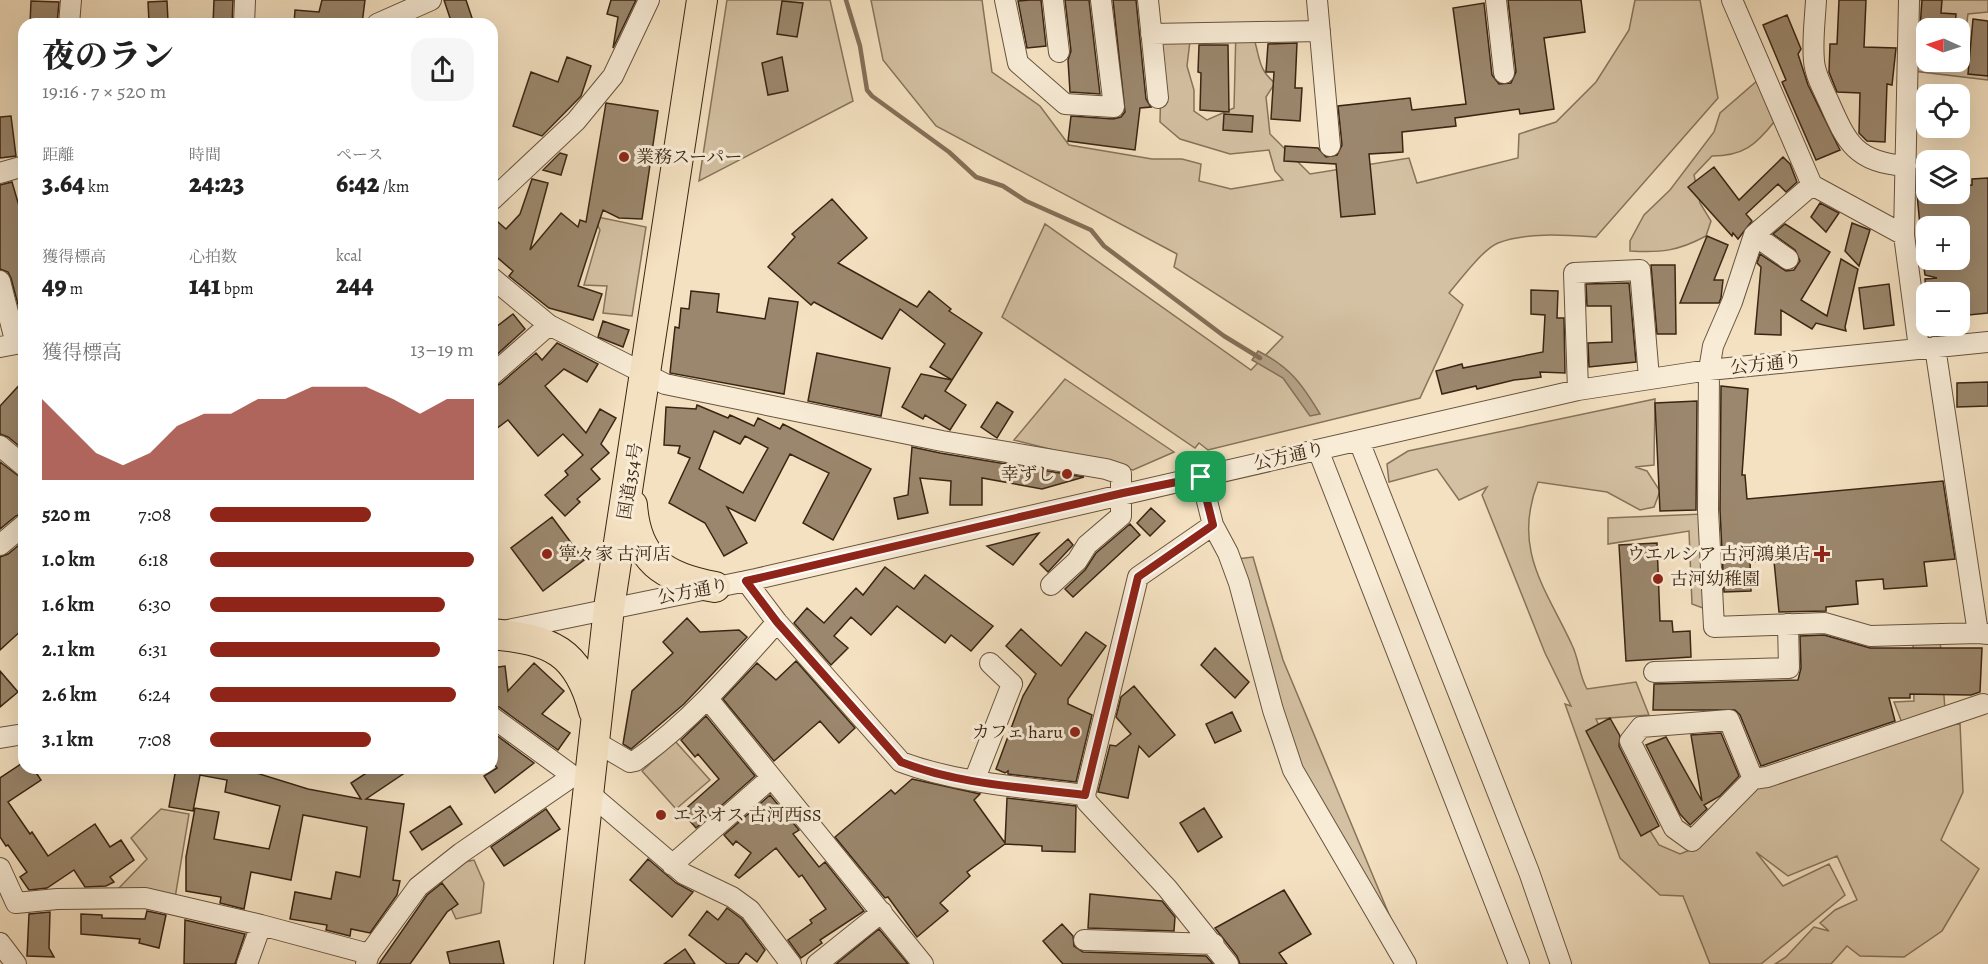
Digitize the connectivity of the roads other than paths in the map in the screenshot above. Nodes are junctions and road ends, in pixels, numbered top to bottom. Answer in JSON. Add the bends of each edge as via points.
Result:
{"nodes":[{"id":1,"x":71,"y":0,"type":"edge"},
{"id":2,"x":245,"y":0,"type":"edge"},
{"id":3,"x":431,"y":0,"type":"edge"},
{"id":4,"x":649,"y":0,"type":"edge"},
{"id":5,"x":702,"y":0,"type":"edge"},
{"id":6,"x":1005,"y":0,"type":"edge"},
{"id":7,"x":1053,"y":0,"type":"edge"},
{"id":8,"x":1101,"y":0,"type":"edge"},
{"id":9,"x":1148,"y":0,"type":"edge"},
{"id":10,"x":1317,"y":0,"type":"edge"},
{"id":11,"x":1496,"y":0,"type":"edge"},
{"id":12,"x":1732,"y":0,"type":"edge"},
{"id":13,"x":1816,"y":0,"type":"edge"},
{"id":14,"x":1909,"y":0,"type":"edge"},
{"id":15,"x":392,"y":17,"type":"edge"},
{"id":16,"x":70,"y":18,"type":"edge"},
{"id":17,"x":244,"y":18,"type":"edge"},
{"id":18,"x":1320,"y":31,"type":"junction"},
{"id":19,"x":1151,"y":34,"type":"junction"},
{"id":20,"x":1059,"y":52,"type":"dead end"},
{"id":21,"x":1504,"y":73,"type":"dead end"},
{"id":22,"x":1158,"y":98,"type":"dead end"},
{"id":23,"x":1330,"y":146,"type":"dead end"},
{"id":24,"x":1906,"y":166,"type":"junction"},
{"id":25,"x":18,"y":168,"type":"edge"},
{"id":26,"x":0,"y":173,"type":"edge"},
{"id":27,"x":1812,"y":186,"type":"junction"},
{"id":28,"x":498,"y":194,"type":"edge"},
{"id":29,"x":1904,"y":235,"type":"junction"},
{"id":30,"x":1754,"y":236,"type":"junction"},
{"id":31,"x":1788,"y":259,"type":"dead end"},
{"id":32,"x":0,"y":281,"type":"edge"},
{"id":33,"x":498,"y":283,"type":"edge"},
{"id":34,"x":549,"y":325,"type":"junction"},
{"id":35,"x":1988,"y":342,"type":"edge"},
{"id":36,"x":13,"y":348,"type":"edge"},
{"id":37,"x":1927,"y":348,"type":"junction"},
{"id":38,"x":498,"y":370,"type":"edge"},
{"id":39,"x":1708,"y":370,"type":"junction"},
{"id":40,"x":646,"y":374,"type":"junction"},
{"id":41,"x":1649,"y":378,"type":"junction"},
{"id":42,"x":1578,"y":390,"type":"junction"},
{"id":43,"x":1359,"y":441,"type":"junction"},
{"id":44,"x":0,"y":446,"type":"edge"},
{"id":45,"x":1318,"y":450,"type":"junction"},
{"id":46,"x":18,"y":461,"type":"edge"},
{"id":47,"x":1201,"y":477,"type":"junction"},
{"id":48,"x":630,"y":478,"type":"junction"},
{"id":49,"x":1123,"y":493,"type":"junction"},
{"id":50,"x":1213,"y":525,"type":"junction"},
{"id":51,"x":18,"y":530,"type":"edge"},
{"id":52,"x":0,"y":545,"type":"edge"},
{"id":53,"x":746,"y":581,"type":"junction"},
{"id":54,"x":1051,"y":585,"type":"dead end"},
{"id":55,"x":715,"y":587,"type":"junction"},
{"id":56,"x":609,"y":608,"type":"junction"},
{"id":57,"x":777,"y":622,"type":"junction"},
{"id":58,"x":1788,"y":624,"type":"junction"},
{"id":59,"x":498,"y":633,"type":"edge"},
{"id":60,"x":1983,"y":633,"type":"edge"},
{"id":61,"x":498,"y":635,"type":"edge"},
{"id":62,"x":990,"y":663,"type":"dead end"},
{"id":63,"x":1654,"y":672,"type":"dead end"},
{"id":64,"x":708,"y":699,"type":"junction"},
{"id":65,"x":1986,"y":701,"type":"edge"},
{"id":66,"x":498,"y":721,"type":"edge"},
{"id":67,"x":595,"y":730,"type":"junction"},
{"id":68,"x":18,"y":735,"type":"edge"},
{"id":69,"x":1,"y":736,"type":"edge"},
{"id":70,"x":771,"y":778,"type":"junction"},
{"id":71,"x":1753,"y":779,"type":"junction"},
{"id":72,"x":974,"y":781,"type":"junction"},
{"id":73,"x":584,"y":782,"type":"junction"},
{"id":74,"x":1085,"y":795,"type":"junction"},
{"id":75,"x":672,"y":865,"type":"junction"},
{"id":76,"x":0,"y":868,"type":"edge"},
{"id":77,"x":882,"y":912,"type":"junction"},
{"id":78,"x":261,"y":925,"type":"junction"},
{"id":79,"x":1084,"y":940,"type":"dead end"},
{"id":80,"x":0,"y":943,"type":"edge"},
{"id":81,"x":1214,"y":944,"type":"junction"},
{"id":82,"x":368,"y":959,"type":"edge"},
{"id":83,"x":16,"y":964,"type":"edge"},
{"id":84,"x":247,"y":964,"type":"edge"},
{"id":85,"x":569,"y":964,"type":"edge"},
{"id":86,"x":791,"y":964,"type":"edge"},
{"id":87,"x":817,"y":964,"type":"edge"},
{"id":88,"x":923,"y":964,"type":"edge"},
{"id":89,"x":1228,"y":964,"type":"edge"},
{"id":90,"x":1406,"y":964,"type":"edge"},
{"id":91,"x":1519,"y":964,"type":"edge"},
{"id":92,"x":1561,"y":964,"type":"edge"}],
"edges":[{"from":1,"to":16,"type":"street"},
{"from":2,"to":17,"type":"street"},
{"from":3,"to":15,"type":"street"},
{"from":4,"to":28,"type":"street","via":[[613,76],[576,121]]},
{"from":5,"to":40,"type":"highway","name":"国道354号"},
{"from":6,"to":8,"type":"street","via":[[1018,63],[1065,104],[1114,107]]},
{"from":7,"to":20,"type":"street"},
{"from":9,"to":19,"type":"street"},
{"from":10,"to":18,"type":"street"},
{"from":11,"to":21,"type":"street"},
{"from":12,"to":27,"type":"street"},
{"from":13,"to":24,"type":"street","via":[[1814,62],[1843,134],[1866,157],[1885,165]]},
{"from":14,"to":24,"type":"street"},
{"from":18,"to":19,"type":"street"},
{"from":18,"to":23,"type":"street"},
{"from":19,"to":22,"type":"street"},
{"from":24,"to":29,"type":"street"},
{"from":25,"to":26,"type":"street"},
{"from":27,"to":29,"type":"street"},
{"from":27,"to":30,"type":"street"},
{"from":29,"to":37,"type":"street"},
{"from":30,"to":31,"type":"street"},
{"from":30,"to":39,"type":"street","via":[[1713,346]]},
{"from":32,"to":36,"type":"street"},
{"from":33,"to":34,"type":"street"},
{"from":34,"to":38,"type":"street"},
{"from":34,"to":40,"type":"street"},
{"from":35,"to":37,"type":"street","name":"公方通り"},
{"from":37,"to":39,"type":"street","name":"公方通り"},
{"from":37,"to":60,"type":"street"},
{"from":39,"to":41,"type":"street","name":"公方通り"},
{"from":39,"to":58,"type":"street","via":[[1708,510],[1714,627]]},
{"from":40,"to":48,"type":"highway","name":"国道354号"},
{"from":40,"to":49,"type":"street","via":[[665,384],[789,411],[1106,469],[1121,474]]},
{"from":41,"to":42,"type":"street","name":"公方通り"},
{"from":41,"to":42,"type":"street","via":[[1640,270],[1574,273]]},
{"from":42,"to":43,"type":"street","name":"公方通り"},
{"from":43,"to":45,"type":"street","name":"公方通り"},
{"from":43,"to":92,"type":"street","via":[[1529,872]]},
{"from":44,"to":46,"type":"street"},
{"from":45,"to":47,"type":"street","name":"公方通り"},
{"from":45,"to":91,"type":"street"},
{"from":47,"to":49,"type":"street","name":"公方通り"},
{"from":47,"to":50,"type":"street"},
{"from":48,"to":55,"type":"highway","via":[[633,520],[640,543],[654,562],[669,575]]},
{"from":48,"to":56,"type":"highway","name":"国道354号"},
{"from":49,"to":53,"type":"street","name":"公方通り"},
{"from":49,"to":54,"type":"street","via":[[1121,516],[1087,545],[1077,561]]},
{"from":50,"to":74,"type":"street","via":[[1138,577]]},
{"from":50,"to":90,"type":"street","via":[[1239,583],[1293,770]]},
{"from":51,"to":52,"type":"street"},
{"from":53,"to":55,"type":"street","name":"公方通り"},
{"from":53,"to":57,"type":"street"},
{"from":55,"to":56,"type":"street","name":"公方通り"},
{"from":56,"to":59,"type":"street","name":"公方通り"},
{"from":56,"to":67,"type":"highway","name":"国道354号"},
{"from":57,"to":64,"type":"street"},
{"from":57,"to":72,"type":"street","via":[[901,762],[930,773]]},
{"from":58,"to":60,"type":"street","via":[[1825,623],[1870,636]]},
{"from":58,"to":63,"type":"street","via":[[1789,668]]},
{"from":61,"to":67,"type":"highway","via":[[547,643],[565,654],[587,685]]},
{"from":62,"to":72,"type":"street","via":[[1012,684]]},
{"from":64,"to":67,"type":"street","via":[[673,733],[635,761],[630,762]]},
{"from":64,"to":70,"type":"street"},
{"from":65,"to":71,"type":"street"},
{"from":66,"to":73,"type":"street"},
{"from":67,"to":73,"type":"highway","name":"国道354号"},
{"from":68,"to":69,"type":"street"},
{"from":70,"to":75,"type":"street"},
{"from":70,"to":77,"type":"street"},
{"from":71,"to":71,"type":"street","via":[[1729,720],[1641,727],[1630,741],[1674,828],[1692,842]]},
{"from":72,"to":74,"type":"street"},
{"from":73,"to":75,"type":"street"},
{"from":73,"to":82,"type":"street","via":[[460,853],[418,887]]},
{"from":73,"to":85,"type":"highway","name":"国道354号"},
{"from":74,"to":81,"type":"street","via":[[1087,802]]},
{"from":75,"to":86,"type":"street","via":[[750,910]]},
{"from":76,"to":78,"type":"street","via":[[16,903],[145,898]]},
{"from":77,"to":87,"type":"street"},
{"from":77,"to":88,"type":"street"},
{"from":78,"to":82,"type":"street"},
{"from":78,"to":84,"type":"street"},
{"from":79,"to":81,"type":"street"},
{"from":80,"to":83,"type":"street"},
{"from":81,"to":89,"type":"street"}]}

- - - - -

PROBLEM TO SOLVE: For every line in the listing above that contains "dead", copy that line.

TASK RESULT:
{"id":20,"x":1059,"y":52,"type":"dead end"},
{"id":21,"x":1504,"y":73,"type":"dead end"},
{"id":22,"x":1158,"y":98,"type":"dead end"},
{"id":23,"x":1330,"y":146,"type":"dead end"},
{"id":31,"x":1788,"y":259,"type":"dead end"},
{"id":54,"x":1051,"y":585,"type":"dead end"},
{"id":62,"x":990,"y":663,"type":"dead end"},
{"id":63,"x":1654,"y":672,"type":"dead end"},
{"id":79,"x":1084,"y":940,"type":"dead end"},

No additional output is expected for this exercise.